▸ **Task to carry out**
When a line in the records contains the string "butt", copy that line.

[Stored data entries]
== == ==
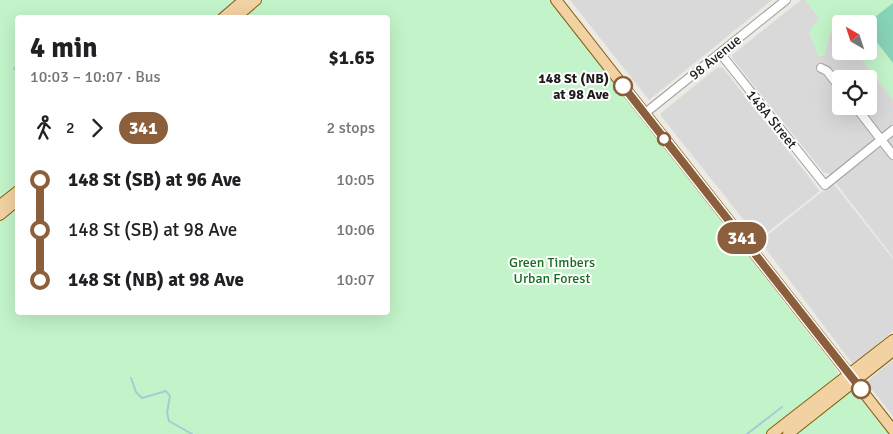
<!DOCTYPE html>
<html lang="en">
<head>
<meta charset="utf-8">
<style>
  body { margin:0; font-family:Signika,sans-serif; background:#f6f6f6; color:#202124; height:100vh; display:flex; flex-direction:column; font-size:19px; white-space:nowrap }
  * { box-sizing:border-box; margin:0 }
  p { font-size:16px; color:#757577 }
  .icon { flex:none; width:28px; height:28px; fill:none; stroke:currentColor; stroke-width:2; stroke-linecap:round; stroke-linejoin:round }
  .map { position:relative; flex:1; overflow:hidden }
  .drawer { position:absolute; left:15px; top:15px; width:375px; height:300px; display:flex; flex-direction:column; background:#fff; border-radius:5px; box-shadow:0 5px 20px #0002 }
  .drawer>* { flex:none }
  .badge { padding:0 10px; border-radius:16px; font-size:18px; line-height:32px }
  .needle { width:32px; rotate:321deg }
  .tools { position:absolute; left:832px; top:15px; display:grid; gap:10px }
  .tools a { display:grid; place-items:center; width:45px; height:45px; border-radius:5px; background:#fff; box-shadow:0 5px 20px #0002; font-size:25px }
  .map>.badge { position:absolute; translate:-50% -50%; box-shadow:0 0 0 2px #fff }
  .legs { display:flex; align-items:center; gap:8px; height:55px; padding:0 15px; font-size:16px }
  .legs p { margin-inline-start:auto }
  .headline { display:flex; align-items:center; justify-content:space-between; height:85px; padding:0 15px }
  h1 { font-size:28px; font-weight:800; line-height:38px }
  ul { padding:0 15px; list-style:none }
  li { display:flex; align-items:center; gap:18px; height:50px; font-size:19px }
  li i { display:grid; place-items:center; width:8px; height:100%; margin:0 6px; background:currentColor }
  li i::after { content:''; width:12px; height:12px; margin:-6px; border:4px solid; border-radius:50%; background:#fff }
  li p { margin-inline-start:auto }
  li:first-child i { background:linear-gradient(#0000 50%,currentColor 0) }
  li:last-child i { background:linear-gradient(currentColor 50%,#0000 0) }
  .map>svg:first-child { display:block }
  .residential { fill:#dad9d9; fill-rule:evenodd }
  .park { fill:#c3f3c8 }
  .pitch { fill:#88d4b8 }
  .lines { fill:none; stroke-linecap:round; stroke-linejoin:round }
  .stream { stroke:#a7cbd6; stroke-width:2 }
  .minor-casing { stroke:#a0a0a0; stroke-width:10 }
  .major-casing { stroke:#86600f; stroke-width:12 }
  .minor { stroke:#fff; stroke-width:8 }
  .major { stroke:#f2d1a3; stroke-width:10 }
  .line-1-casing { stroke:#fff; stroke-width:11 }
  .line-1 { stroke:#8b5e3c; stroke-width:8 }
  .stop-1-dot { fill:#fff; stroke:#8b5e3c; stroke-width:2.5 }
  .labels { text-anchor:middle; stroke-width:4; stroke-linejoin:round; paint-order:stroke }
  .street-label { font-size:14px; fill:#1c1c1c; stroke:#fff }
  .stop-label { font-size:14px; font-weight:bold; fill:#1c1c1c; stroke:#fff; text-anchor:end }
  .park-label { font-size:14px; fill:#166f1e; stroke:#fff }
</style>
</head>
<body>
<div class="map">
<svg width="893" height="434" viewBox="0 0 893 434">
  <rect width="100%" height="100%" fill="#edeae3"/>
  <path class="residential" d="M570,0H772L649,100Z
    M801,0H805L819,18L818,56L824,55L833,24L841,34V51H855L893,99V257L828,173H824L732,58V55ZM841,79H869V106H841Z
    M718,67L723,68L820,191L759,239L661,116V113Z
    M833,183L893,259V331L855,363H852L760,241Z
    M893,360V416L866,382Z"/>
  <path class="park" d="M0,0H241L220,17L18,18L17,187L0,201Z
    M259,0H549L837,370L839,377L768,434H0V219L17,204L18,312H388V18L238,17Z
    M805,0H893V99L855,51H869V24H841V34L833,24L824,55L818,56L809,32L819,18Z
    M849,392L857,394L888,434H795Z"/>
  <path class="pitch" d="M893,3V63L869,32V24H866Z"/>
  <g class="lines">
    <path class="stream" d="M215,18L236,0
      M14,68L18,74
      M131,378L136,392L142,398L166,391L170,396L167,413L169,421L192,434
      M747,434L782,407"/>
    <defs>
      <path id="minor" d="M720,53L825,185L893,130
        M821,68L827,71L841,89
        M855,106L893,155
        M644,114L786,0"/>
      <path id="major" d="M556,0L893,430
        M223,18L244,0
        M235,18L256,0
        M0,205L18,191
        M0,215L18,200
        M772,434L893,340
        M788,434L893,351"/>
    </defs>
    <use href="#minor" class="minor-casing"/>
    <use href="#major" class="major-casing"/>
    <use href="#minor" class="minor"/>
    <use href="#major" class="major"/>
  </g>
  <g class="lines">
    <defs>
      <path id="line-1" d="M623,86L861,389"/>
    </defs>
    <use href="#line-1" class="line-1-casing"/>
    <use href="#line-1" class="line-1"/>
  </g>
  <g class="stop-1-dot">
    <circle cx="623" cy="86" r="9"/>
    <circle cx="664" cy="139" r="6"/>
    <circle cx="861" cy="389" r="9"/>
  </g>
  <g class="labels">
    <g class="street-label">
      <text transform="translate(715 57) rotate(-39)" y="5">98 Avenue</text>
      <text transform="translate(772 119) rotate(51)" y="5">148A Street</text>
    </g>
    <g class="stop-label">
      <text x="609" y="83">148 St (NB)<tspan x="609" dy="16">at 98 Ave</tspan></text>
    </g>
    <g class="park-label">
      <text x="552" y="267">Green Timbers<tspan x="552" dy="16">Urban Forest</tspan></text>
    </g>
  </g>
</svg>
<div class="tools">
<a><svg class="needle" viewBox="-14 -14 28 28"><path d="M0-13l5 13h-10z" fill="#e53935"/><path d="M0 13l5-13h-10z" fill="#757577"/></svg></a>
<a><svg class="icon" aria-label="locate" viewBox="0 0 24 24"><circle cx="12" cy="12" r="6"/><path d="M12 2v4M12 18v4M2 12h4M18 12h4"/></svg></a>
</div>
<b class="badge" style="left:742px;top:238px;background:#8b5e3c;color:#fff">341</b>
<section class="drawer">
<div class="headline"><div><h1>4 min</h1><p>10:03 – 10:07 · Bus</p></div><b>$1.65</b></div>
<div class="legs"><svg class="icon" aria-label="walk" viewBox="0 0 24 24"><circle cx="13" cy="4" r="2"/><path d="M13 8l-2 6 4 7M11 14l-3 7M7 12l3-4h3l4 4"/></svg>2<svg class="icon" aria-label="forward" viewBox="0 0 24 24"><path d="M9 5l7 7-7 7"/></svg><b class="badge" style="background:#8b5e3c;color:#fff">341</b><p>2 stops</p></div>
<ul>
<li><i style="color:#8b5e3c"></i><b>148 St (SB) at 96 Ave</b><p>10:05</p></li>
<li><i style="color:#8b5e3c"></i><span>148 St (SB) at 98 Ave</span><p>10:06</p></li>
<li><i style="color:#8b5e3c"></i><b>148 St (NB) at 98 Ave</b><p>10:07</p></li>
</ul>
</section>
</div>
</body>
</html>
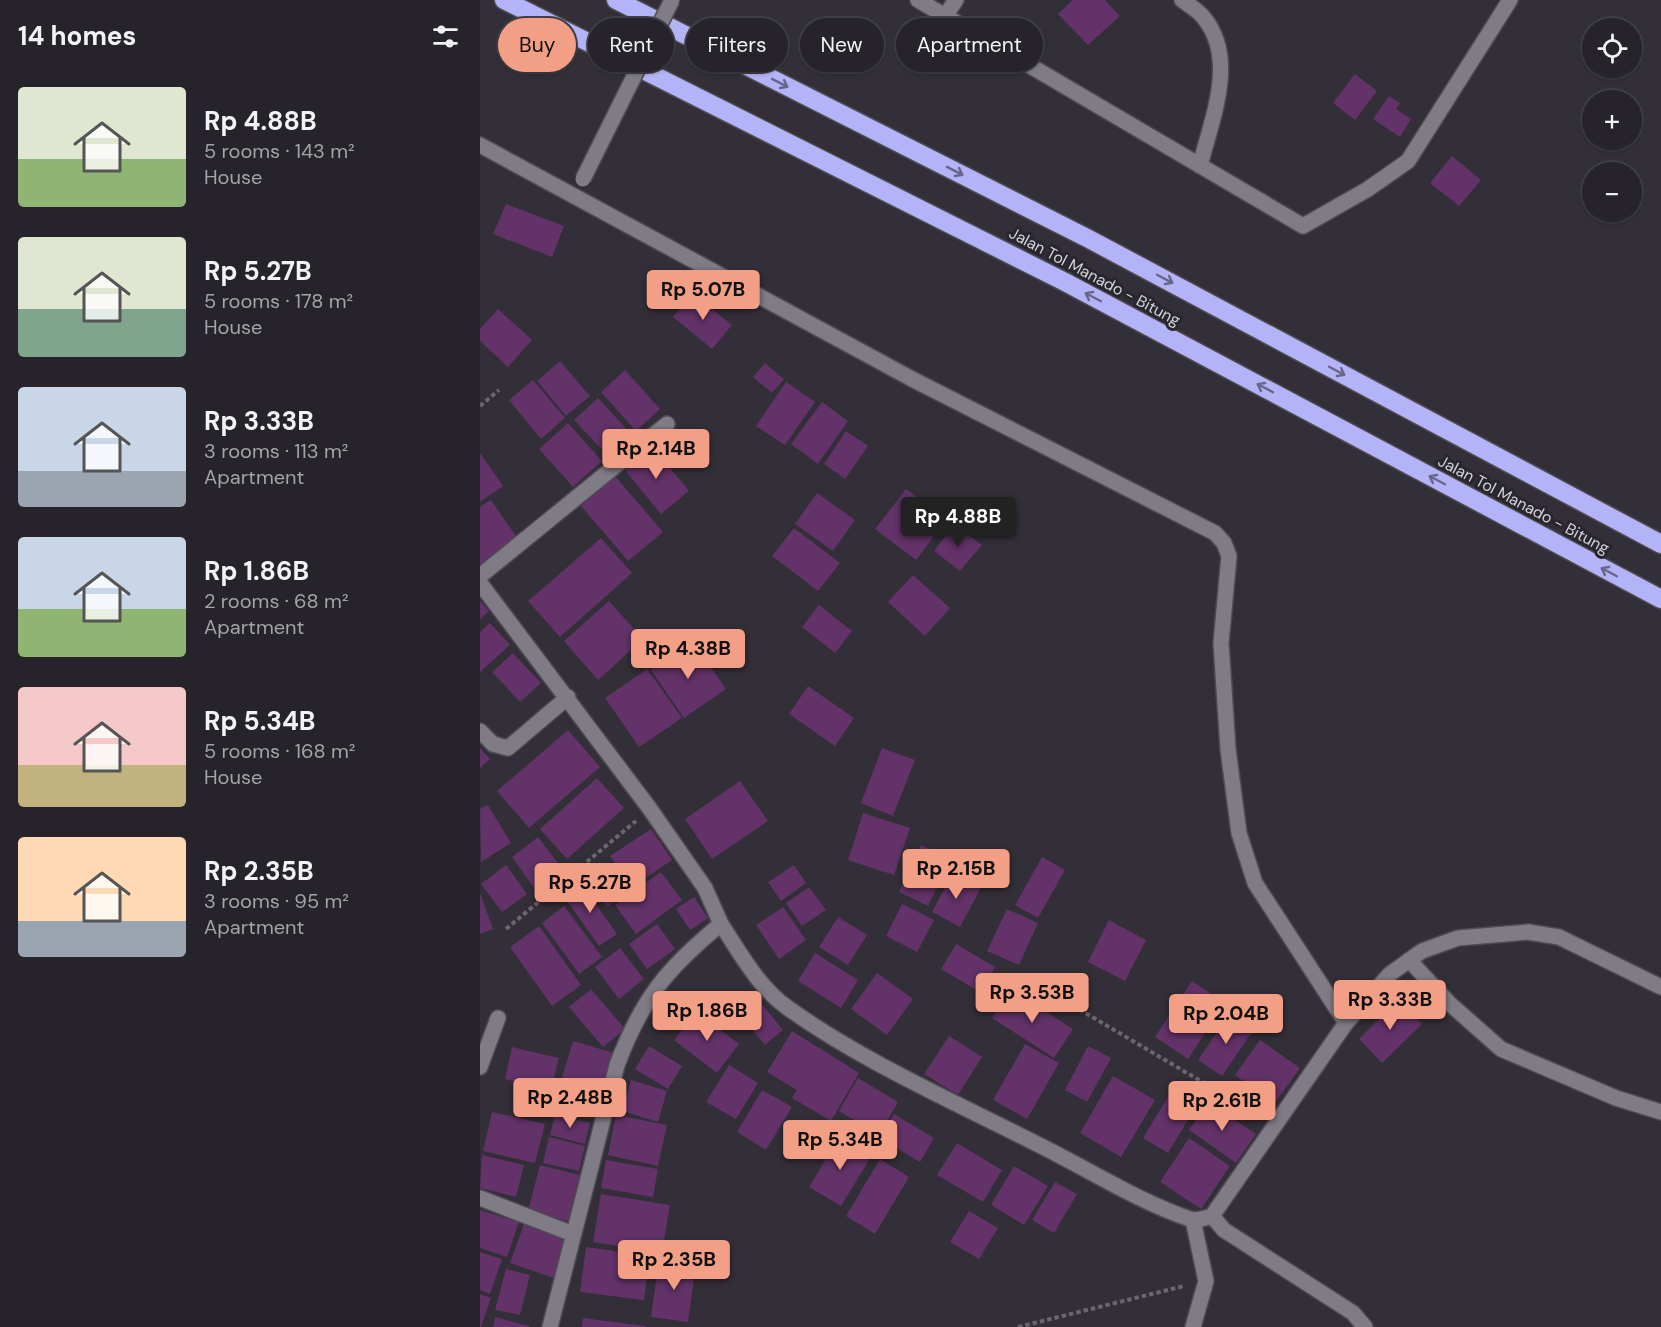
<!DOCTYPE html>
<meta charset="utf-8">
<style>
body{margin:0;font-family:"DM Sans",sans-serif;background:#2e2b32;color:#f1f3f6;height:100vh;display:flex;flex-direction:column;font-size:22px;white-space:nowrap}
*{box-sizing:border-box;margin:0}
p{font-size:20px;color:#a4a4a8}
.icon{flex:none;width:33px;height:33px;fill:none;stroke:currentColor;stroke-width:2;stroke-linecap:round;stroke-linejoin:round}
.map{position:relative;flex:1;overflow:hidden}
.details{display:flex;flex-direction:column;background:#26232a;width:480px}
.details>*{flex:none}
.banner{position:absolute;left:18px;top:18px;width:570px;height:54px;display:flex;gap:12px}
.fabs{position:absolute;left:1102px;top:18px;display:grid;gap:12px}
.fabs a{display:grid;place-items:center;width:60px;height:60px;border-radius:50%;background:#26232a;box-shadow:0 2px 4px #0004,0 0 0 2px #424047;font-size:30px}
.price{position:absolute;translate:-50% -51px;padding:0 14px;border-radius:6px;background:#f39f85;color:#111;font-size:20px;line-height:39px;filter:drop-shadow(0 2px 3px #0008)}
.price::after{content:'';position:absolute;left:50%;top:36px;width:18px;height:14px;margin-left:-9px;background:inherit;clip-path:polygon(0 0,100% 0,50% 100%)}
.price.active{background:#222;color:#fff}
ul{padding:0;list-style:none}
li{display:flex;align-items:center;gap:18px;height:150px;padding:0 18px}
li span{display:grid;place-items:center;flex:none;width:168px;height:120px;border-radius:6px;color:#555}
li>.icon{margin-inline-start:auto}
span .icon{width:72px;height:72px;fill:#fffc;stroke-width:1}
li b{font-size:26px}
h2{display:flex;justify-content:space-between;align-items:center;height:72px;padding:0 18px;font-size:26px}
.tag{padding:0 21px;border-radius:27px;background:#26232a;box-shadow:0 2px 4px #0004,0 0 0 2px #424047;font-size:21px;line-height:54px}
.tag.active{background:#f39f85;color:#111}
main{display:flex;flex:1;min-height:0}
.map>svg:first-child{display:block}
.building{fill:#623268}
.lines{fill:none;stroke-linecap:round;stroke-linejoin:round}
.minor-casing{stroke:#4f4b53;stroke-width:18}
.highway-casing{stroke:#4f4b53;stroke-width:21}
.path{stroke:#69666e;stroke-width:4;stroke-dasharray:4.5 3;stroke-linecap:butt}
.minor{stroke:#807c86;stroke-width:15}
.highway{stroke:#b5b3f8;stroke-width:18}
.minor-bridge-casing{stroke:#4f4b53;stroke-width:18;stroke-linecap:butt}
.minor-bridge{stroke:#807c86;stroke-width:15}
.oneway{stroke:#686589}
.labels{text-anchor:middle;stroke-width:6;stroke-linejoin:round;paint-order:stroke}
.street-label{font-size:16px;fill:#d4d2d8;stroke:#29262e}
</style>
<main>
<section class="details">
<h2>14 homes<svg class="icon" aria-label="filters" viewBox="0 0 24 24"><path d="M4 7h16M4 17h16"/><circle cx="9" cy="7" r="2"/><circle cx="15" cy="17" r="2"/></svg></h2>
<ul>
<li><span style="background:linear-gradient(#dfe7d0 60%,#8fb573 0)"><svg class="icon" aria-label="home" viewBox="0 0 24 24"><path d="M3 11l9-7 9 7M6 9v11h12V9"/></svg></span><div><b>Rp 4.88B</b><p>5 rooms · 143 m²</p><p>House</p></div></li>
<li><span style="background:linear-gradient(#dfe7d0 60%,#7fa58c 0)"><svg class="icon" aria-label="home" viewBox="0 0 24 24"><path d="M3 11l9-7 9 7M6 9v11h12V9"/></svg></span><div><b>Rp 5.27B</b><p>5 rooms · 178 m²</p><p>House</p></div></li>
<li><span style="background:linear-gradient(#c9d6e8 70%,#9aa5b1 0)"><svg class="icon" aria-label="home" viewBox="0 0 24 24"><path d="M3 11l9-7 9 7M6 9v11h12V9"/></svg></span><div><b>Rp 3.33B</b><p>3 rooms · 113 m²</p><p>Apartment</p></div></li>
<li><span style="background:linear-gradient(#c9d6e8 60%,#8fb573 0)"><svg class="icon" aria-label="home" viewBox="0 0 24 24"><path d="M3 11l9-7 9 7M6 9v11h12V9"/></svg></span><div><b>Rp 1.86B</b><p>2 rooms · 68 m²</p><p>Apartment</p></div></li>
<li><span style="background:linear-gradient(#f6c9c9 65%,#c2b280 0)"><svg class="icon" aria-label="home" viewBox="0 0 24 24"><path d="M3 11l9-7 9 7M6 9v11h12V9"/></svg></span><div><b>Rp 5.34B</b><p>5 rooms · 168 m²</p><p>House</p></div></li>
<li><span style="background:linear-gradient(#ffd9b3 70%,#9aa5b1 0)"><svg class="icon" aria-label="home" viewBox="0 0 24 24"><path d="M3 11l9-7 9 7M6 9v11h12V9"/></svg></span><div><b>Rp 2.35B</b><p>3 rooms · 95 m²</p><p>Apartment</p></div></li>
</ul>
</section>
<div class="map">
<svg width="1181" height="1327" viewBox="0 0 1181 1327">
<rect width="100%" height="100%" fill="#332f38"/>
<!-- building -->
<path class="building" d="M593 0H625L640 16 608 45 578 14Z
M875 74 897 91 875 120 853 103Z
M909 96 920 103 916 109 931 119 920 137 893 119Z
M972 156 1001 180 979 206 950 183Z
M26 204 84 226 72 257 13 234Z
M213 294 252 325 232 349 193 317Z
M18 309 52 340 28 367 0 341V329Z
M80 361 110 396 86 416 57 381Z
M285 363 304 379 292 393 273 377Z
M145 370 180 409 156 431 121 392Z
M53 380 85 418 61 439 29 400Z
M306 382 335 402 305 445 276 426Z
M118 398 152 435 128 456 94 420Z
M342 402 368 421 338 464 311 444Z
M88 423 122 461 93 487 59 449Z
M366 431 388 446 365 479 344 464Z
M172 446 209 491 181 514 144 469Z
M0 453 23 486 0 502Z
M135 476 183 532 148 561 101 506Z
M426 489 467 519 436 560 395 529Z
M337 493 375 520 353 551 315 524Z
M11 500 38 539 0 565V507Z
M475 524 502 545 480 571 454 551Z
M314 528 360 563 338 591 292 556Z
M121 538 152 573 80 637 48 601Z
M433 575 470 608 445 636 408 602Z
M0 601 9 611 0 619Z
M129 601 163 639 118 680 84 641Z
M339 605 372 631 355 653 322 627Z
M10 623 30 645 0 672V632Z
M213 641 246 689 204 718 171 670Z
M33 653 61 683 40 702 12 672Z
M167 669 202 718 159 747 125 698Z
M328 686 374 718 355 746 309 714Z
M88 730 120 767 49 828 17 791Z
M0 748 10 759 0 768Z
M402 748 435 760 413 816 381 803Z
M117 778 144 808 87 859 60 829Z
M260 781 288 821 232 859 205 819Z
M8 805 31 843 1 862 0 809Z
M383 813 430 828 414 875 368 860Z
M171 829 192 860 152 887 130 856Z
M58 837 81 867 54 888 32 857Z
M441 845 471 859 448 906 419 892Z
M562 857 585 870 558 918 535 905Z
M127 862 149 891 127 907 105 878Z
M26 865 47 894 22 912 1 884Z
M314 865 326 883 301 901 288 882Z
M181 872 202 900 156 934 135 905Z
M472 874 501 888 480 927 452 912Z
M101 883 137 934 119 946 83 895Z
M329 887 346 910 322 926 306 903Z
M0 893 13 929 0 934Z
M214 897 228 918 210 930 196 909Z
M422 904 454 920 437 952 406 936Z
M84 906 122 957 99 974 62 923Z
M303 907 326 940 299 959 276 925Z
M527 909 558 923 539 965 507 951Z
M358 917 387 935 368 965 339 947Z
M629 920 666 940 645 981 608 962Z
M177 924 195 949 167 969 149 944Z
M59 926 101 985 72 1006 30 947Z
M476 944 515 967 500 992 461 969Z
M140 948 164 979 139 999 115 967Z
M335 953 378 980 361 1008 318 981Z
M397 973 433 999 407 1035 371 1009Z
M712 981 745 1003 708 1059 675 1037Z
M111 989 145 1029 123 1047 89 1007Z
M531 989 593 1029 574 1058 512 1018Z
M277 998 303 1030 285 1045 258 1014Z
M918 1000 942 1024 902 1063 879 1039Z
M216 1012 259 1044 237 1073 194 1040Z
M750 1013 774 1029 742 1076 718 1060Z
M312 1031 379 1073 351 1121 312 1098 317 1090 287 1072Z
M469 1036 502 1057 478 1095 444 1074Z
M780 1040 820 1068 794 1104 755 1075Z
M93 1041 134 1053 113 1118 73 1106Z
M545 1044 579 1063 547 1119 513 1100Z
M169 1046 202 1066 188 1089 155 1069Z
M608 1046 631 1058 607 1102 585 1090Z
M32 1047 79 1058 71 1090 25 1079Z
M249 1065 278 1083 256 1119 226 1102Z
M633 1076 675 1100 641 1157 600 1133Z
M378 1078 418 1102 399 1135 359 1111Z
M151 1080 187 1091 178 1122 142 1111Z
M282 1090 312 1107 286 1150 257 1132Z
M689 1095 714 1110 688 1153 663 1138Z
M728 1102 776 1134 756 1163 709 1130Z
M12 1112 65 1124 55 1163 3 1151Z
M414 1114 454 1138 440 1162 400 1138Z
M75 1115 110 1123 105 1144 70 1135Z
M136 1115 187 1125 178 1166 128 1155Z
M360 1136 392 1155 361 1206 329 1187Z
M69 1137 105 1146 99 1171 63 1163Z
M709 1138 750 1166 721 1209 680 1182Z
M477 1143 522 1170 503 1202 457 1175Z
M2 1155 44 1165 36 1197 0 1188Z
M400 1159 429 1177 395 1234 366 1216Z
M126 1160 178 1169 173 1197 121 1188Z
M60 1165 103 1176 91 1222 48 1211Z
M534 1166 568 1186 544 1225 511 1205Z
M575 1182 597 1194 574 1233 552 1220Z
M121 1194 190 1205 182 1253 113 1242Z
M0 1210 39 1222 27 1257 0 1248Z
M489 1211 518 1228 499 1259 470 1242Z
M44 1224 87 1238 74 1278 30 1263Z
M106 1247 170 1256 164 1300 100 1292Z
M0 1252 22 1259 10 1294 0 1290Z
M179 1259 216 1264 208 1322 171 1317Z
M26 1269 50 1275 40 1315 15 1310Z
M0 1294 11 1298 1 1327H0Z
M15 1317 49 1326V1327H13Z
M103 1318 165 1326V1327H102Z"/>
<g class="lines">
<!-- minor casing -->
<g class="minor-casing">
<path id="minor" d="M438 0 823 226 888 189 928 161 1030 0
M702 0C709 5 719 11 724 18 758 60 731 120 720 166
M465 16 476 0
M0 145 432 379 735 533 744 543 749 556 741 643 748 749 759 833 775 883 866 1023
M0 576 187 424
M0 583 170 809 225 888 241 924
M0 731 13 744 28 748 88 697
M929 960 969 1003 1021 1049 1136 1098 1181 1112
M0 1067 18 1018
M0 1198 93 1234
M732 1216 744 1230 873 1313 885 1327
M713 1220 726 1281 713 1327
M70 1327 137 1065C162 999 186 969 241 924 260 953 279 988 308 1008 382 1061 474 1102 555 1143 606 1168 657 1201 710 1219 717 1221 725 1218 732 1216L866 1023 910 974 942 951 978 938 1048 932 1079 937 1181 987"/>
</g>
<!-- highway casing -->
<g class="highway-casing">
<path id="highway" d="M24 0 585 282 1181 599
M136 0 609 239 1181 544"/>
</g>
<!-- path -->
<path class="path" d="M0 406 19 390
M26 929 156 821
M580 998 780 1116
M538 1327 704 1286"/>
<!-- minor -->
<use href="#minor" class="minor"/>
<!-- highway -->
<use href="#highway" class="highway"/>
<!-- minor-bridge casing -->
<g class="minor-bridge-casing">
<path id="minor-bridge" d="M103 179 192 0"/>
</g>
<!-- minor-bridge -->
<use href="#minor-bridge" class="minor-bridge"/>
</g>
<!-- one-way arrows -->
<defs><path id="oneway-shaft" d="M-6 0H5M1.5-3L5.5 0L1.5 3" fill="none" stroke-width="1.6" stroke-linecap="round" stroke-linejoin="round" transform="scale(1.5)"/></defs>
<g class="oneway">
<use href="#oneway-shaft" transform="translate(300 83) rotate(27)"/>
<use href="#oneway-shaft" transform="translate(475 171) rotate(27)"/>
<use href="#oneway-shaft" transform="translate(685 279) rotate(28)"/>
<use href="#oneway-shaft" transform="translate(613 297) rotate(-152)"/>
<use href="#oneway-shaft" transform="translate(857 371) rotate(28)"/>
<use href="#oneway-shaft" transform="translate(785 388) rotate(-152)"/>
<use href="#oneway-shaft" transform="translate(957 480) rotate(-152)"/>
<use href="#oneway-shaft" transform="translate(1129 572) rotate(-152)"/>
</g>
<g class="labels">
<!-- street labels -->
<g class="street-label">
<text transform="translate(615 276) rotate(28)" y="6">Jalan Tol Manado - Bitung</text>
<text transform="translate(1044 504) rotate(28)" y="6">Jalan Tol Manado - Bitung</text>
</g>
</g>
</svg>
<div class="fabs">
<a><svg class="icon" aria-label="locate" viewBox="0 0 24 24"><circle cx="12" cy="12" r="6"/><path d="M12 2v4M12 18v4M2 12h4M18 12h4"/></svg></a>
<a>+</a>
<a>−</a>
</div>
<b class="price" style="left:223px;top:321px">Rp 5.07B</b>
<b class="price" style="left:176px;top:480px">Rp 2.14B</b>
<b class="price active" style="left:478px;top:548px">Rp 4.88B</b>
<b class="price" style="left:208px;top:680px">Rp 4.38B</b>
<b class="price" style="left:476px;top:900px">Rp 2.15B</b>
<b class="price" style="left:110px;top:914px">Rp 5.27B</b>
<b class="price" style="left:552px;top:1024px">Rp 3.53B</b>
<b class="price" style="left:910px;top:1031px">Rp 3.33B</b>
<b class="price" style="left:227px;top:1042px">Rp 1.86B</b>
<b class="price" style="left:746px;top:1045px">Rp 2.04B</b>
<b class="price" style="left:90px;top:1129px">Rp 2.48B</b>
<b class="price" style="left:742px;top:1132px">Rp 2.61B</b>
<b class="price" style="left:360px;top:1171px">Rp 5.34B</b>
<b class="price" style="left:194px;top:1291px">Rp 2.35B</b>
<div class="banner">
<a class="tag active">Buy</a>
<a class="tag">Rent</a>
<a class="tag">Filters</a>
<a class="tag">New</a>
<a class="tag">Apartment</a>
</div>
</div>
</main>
== == ==
▸ **The completed task**
.path{stroke:#69666e;stroke-width:4;stroke-dasharray:4.5 3;stroke-linecap:butt}
.minor-bridge-casing{stroke:#4f4b53;stroke-width:18;stroke-linecap:butt}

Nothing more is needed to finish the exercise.